Women’s Rights organizations

Women on the verge of protesting

Women on the verge of protesting

It has been exactly 100 years since women got the right to vote under the 19th amendment. It was a really long and difficult process to go through especially for women. Before the women’s rights movement, they weren’t allowed to do many things like having the right to vote, having an education, participating in sports, and so much more. Given the circumstances in the past, there were many things that had to get settled in order to move forward with the rights. Many organizations were created to help during this advancement.

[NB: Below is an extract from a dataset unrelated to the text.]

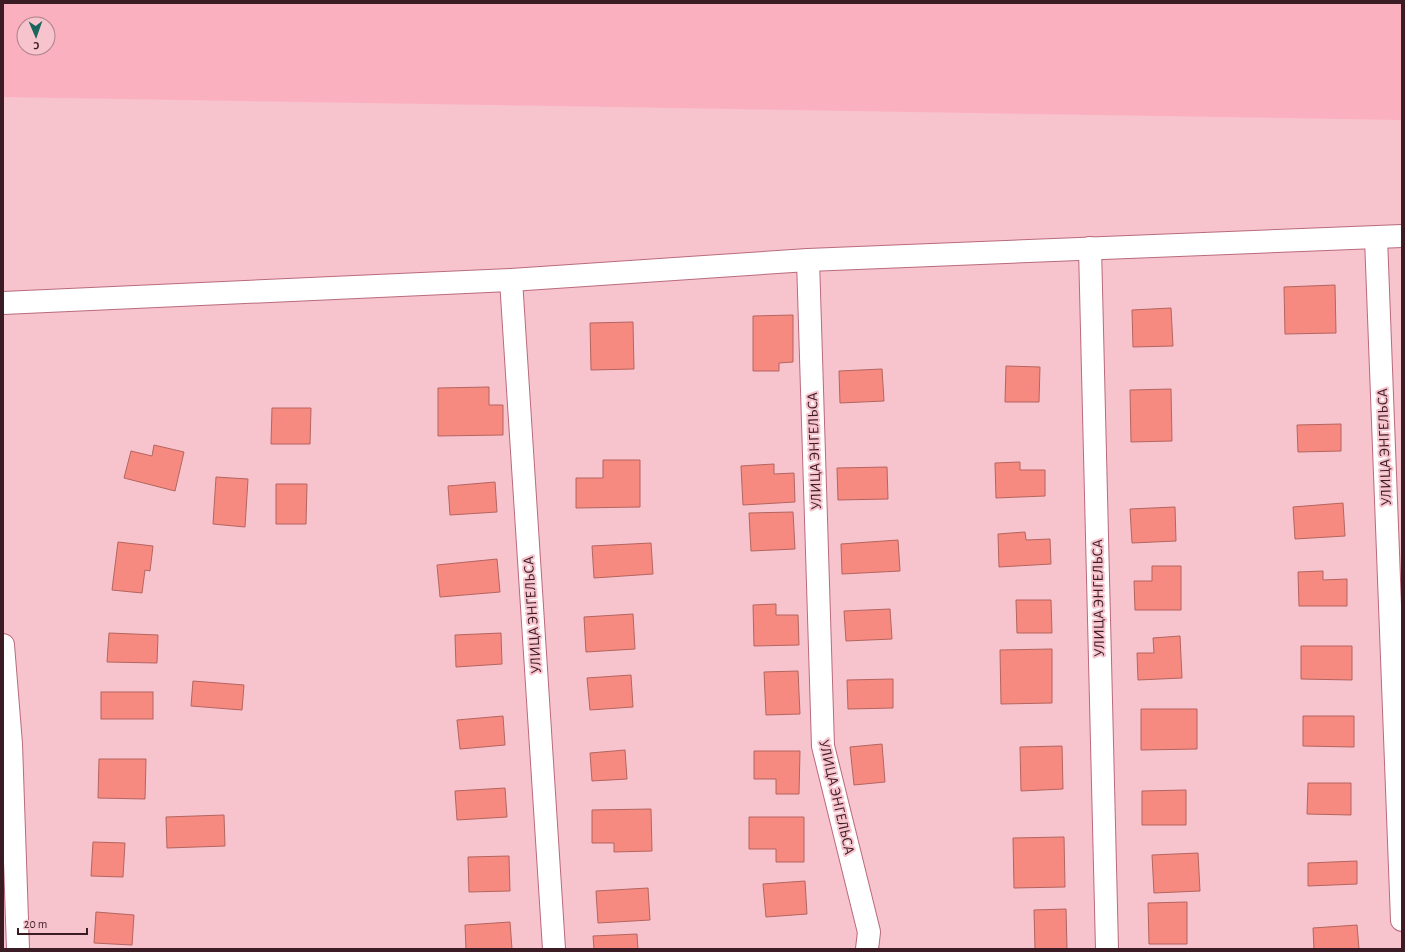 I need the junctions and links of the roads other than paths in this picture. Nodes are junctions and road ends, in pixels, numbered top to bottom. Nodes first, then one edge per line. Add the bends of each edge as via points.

According to HISTORY, The Women’s Christian Temperance Union was founded in November 1874 in Cleveland, Ohio and they campaigned for the women’s rights to vote.  This was an important milestone because they became one of the most influential and largest women’s groups during the 19th century. This campaign was held in process of the 18th amendment. They didn’t use this platform only for women’s suffrage but also for labor laws and prison reform.

Britannica states that in March and April 1888, some women leaders came together in Washington D.C. The purpose of this was to advocate for human rights for women. Later this turned into a significant event during the women’s right development because this was a women’s organization that crossed national boundaries. This became the International Council Of Women, also known as (ICW). These early international conferences were extensively covered by the press.

A video about women’s history produced by Humanities NY  explained that there weren’t many women’s rights conventions before but one of the the first ever women’s rights conventions was the Seneca Falls Convention. This conference was organized by a group of local Quaker women and an area resident, Elizabeth Candy Stanton. This convention advocated for gender equality. Those who came to the Seneca Falls convention were inspired both by movements to abolish slavery and to give property rights to women.

In brief, early organizations like the Women’s Christian Temperance Union, the International Council of Women, and the women who convened the Seneca Falls Convention built the foundation of the movement for women’s rights and promoted human welfare. These and many more organizations helped women to do numerous things that they weren’t allowed to do. The 19th Amendment to the Constitution, which did grant women the right to vote and read, was the end result of all their actions.